Where cooperate/defect are defined in terms of the players’ treatment of each other. The graphic also shows that, knowing the payoffs of each strategy, each player would choose to defect. However, what would the implications be if the game were not only played once with the two players, but over and over again–with the players remembering how the past games were played? This “iterated prisoner’s dilemma” game allows us to examine strategies across multiple games, as opposed to within just one.

The repeated nature of such a game means a completely cooperative and completely defective strategy leads to very large variance, and leads to the consideration of many different strategies that take past games into account. Some are as follows:

- Tit-for-Tat, in which a player will cooperate first, then act as the opponent acted in the previous round. For example, if the opponent defected first, this player will defect next round.
- Always cooperate, self-explanatory.
- Always defect, self-explanatory.
- Grudger, where a player cooperates until the opponent defects, from which point the player defects to the end of times

These are the more extreme/straightforward strategies a player a take. However, there can be middle ground in determining how one should act. For example, the grudger might instead forgive the opponent after some cooperation, the tit-for-tat might start with a defect before playing the opponent’s previous move or always defect on the last (or last few) move(s), if the number of games is known, etc. Depending on the algorithm used to determine the player’s next move, calculations can become rather complicated. Unsurprisingly, some of these strategies are more prone to failure/exploitation than the others. For example, 100% cooperate strategy loses significantly against an always defect strategy, and two always defecting players will have a far worse time than two always cooperating players. So how do we, without outright empirically testing strategies against one another, determine what strategy will generally perform the best across iterations of the game?
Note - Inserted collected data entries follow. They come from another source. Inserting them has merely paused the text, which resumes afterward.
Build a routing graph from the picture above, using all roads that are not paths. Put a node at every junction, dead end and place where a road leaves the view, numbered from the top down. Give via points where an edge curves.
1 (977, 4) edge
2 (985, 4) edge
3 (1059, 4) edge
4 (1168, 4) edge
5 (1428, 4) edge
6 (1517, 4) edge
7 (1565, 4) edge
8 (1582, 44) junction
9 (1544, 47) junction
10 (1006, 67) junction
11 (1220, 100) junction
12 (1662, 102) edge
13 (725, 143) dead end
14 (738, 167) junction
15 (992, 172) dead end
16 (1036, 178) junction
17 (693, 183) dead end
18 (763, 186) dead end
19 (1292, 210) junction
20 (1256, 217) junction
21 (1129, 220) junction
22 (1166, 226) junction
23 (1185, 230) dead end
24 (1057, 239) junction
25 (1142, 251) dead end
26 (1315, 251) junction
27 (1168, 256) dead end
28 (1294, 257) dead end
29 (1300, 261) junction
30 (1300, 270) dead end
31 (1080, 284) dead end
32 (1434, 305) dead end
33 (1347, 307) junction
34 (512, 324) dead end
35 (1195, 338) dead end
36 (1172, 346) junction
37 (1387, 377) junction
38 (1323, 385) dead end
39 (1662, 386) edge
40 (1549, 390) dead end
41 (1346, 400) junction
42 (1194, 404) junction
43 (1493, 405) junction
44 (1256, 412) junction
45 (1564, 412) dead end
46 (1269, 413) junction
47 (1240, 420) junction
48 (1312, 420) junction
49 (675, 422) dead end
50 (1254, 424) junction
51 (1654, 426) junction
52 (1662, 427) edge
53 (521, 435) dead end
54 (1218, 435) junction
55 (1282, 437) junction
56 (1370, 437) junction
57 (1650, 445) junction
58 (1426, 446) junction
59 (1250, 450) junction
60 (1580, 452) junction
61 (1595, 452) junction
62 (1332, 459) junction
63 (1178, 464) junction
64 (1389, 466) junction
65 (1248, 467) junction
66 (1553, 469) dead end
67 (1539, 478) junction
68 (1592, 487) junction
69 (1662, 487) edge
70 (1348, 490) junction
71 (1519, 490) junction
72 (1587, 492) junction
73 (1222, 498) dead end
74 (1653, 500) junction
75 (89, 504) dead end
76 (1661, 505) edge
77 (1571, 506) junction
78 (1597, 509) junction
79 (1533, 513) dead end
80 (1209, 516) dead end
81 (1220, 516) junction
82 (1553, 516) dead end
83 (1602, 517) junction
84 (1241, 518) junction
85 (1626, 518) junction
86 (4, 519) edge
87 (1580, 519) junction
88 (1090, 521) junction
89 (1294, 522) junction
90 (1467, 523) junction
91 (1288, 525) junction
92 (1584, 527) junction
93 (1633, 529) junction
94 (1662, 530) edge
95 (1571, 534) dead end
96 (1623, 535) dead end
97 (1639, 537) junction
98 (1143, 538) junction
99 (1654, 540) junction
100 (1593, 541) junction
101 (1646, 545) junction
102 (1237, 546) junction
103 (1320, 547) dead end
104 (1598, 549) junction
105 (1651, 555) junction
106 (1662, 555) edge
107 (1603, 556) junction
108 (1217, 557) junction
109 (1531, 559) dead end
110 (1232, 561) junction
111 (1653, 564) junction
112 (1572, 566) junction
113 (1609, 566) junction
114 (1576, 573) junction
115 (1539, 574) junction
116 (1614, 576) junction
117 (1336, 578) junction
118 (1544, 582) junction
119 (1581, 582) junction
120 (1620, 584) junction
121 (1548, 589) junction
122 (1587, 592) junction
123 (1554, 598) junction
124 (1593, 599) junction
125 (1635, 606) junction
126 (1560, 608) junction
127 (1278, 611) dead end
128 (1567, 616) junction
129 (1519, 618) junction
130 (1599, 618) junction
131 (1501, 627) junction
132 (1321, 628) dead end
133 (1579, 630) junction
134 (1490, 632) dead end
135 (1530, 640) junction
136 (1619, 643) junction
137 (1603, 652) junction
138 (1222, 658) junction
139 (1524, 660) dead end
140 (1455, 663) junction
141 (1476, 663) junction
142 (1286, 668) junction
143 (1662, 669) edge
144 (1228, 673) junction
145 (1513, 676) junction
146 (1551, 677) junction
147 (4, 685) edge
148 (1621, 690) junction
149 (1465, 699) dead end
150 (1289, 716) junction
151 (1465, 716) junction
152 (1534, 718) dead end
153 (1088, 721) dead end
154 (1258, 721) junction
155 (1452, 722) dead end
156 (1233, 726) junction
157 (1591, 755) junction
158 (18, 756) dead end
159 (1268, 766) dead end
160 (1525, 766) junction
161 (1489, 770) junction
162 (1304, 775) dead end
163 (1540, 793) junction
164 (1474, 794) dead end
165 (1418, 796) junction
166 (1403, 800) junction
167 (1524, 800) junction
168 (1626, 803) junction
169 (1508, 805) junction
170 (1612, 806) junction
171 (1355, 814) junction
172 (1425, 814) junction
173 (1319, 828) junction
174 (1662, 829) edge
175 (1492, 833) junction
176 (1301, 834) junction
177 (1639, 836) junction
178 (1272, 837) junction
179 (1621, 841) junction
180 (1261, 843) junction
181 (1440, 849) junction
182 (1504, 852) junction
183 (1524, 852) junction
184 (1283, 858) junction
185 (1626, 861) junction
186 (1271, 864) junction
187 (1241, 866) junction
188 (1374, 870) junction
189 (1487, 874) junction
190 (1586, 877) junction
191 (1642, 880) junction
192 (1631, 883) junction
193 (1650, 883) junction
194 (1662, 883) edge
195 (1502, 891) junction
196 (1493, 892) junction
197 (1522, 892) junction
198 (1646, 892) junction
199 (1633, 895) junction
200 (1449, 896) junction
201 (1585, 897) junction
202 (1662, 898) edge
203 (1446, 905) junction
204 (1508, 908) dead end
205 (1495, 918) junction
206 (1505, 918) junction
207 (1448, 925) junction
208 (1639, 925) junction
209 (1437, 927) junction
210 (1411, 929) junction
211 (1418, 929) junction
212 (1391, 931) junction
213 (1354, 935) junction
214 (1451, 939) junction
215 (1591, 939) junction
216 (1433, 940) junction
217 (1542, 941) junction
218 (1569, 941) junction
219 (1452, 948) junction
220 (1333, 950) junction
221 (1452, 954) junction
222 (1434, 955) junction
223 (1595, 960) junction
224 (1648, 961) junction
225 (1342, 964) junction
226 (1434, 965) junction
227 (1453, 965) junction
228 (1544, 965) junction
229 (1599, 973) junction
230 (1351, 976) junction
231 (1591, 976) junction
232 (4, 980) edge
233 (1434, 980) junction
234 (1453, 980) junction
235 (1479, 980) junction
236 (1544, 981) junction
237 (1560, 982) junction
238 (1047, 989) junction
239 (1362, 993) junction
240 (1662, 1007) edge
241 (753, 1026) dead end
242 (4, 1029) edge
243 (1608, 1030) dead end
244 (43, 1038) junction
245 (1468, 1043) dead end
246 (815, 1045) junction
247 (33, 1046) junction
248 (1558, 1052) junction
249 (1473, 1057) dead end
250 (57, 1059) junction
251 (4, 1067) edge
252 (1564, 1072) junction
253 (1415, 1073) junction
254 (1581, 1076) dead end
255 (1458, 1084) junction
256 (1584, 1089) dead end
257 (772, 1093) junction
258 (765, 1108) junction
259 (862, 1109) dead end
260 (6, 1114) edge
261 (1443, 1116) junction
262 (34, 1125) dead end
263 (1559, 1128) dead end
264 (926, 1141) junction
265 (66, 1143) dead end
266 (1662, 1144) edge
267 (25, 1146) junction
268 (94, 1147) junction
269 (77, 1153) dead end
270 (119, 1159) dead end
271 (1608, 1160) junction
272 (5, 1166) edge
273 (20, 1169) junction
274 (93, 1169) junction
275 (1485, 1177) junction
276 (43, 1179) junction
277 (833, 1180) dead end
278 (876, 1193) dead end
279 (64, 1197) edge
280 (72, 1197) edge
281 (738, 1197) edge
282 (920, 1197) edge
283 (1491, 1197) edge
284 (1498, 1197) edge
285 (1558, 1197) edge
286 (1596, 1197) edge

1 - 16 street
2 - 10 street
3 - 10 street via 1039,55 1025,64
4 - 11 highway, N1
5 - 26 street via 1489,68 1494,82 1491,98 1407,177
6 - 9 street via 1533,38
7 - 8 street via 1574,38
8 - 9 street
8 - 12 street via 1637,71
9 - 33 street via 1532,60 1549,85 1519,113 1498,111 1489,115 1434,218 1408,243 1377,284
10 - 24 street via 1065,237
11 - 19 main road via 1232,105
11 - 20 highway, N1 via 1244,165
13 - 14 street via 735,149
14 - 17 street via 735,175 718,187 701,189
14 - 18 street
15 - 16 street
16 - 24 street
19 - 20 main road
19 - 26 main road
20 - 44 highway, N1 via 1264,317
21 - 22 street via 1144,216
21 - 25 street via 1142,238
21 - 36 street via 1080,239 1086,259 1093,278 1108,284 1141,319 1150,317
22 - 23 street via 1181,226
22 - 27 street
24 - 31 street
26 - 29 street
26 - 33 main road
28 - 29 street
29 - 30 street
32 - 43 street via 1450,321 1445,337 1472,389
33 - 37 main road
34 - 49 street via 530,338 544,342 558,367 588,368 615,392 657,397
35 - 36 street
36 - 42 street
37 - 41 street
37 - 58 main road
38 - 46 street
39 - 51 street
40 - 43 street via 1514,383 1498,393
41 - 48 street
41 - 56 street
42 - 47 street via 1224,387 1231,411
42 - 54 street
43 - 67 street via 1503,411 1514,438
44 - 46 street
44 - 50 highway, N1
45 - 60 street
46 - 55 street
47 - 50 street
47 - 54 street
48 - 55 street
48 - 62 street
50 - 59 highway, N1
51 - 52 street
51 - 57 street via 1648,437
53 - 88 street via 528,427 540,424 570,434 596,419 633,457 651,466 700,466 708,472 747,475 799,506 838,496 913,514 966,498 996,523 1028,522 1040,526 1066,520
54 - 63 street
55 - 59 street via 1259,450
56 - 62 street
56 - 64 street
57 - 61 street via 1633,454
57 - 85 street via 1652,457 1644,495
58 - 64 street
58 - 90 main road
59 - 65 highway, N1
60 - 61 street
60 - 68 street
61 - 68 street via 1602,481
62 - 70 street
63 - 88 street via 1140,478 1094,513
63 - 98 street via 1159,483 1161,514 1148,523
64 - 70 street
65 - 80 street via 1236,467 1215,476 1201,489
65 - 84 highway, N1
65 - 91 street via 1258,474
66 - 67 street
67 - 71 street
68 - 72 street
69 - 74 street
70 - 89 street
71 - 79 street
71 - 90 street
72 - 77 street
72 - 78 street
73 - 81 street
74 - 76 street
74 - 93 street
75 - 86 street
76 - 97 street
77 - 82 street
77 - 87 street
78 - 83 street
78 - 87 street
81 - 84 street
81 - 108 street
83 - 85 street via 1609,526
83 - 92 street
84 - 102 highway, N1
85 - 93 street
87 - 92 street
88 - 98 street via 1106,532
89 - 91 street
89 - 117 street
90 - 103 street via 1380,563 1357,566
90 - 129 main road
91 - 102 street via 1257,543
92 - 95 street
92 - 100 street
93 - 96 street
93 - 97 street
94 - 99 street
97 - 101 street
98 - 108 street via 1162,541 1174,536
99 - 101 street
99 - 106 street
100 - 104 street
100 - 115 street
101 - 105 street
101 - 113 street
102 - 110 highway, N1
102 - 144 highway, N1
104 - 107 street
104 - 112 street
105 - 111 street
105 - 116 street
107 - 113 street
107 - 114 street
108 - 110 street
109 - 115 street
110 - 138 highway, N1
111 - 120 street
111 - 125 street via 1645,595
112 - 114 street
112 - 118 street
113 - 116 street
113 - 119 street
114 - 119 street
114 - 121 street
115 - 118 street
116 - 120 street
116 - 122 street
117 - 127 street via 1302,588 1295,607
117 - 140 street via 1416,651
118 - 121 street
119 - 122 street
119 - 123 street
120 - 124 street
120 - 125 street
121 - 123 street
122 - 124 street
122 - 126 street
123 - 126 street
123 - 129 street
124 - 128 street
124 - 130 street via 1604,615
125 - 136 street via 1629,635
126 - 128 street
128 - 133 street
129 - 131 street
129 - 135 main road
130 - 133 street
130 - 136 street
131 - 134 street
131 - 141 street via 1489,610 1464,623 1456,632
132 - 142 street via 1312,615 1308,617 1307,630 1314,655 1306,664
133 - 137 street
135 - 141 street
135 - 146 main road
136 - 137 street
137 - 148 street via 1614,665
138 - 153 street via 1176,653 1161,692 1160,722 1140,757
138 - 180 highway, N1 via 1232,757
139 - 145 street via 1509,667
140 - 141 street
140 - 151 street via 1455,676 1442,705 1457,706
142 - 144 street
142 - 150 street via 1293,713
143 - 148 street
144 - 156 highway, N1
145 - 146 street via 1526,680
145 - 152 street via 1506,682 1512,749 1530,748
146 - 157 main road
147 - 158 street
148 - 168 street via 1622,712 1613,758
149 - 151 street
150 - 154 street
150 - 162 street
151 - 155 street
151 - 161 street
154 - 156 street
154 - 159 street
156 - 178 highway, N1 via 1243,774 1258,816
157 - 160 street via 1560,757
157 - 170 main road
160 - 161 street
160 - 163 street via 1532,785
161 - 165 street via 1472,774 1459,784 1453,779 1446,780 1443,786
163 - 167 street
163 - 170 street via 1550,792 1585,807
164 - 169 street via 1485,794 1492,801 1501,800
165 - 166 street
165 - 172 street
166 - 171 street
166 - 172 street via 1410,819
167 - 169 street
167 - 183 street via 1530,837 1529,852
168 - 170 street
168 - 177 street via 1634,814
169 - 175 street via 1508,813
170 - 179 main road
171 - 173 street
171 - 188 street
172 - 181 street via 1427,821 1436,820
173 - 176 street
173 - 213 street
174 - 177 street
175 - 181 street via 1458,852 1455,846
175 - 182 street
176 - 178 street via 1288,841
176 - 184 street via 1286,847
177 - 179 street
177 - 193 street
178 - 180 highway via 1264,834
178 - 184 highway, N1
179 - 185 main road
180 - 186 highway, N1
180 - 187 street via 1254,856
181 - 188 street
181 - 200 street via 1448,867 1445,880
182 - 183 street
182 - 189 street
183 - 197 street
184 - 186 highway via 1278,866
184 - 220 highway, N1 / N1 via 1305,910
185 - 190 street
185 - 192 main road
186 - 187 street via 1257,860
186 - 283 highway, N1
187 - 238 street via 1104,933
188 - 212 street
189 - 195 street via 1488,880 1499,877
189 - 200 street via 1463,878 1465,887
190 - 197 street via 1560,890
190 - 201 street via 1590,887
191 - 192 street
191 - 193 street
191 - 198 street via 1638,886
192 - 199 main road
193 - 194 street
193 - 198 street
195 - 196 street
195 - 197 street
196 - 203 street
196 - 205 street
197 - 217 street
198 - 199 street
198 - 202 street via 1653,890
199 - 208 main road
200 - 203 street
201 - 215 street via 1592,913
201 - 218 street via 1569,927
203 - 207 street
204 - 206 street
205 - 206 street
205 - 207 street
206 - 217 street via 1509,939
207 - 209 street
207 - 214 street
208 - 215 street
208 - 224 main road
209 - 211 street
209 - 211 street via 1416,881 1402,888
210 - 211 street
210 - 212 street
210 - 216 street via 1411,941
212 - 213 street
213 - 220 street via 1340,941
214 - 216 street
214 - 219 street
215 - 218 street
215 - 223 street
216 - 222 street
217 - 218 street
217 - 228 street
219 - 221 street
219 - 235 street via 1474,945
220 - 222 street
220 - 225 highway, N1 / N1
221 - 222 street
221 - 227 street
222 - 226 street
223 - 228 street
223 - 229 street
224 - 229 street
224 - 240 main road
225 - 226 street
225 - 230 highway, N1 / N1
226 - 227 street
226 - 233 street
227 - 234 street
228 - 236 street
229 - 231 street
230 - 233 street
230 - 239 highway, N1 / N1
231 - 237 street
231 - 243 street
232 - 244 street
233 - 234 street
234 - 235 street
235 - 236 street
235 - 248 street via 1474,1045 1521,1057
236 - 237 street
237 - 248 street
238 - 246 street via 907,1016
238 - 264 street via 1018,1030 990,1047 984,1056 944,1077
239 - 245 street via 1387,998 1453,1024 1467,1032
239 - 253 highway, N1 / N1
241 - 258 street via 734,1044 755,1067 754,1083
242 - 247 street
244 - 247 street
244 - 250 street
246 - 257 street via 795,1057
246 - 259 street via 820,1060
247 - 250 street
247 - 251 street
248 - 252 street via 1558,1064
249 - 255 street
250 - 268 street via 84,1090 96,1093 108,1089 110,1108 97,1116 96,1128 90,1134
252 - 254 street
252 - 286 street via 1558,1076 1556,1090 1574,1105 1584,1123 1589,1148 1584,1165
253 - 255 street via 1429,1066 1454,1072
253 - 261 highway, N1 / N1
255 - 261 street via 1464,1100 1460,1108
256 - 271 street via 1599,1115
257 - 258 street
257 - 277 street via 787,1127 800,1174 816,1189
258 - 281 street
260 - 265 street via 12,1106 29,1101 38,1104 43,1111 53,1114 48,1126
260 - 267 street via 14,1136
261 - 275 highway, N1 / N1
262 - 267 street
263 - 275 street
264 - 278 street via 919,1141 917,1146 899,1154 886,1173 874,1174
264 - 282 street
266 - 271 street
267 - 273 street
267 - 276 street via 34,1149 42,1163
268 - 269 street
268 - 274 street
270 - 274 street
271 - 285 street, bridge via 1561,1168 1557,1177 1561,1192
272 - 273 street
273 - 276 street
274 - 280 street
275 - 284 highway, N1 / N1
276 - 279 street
After actually doing said empirical testing, it was determined that the top iterated prisoner’s dilemma strategies shared the following traits:

- Niceness, i.e. players don’t defect before the opponent does (note that two nice players would be cooperative always)
- Retaliation, i.e. players will respond to defection in kind (rather than unconditional nice-ness)
- Forgiving, i.e. players won’t go on a defection rampage and will possible return to being nice after the opponent satisfies some conditions determined by how it players subsequently (so, not grudger)
- Non-envying, i.e. players don’t particularly care about scoring higher than the opponents.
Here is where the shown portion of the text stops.